La stratégie open source est également devenue un vecteur d’internationalisation. Le modèle Tongyi Qianwen, d’Alibaba, a déjà enregistré plus de 200 millions de téléchargements, utilisé dans des secteurs tels que l’éducation, le commerce électronique, la santé et les finances.

“La concurrence ne se joue plus uniquement dans d’énormes centres de données avec des milliers de GPU. Elle se gagne maintenant en étant capable de répondre aux besoins d’une petite entreprise à Nairobi ou d’un hôpital rural en Thaïlande”, explique Zhang Xiaorong, directeur de l’Institut de Technologie Profonde, dans des déclarations citées par Caixin.

David contre Goliath (et pas seulement en termes de prix)

Bien que les chiffres du marché montrent encore un avantage clair pour les leaders occidentaux — AWS domine avec une part de marché de 30 %, suivi par Azure (21 %) et Google Cloud (12 %) —, les fournisseurs chinois gagnent du terrain grâce à un pragmatisme : des solutions axées sur des cas réels, une attention à la clientèle locale, des prix compétitifs et une agilité dans le déploiement.

“Le nouveau mantra est ‘faire petit, faire sur mesure, faire bien’”, ajoute Zhang. Les entreprises chinoises ne cherchent pas à répliquer les immenses campus cloud des États-Unis, mais à pénétrer des niches spécifiques avec une forte demande et une faible couverture.

Forrester Research partage cette analyse : “La clé de l’expansion chinoise ne réside pas dans l’égalisation de la puissance de calcul, mais dans sa capacité à fournir des services utiles, accessibles et durables dans des marchés qui ont été historiquement ignorés ou mal desservis.”

Et que pense Washington ?

Les États-Unis observent avec une inquiétude croissante cette avancée. Le contrôle des infrastructures numériques mondiales n’est pas seulement une question économique, mais stratégique. Dans un monde de plus en plus interconnecté, où les données sont le nouveau pétrole, celui qui contrôle le cloud contrôlera une grande partie de l’intelligence artificielle, de la logistique, des finances et de la défense du futur.

Pour cette raison, les mouvements de Huawei, Alibaba et Tencent au Moyen-Orient, en Afrique et en Amérique Latine sont suivis de près depuis Washington et Bruxelles. Il ne s’agit pas seulement d’entreprises en concurrence pour des clients, mais de modèles technologiques et politiques qui s’opposent.
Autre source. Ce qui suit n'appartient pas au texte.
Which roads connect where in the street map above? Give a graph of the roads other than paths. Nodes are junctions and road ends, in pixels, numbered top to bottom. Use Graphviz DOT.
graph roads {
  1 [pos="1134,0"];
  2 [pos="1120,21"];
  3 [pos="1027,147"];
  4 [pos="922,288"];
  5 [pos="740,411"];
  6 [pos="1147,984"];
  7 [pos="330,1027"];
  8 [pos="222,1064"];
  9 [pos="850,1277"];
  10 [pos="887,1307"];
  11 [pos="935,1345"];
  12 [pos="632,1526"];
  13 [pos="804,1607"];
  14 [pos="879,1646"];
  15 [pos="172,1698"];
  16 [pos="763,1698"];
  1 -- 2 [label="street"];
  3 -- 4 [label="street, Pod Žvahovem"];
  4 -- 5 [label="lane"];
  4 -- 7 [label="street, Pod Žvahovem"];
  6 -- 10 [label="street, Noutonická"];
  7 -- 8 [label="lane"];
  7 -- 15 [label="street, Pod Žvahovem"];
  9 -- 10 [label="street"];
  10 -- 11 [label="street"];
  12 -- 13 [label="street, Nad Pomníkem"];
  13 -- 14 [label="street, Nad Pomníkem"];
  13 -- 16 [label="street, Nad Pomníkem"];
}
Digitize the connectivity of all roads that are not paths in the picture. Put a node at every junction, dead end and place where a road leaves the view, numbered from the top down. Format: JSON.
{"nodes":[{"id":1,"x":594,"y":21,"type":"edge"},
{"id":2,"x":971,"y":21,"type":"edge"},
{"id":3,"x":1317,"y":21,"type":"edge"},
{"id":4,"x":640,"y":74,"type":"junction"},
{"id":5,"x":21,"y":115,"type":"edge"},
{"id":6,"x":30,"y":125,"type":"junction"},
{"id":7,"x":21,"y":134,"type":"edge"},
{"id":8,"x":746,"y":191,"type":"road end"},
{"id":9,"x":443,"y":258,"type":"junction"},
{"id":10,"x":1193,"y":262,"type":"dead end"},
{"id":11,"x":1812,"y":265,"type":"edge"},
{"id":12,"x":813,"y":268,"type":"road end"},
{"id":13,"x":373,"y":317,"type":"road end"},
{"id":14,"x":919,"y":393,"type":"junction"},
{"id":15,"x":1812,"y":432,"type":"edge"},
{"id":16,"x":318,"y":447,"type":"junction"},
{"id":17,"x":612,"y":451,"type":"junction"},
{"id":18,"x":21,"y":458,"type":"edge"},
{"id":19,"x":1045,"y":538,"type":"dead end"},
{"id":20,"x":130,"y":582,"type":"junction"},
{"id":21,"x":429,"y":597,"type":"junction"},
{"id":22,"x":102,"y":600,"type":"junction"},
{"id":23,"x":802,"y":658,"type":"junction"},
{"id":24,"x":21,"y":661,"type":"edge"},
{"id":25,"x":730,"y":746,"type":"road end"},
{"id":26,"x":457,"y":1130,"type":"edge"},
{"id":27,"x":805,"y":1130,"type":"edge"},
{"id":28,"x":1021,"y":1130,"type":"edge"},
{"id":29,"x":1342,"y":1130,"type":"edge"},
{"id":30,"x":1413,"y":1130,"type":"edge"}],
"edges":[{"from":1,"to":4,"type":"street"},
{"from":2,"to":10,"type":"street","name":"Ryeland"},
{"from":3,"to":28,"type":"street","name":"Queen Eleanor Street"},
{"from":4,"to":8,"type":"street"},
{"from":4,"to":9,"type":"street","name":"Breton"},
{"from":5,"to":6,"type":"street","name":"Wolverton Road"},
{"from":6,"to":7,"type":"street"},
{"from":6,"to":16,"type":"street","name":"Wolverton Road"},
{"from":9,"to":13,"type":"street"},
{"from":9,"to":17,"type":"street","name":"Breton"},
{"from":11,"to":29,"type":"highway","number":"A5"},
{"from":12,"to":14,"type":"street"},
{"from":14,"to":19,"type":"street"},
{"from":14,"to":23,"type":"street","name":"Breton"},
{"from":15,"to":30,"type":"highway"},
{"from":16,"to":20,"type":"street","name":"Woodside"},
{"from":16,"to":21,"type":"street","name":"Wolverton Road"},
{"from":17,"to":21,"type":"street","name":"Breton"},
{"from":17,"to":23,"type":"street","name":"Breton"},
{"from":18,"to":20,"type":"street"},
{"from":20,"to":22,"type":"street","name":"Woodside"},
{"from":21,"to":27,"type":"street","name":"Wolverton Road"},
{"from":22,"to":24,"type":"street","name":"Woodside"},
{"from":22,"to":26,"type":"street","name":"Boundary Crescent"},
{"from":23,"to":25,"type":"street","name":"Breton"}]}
Une nouvelle guerre froide… numérique

Au fond, l’expansion internationale des entreprises technologiques chinoises reflète un changement de paradigme. Il ne suffit plus d’avoir du talent et de l’innovation. Il faut également une infrastructure distribuée, des alliances locales, une narrative globale et une résilience face aux sanctions et aux blocages.

La Chine semble déterminée à ne pas rester à la traîne. Son message est clair : si l’avenir est numérique, elle veut écrire le code source du monde à venir.


Le cloud, qui pendant des années a été considéré comme un espace éthéré sans géographie, commence à avoir des coordonnées concrètes, des tensions politiques et de nouveaux protagonistes. Et tout indique que la partie vient à peine de commencer.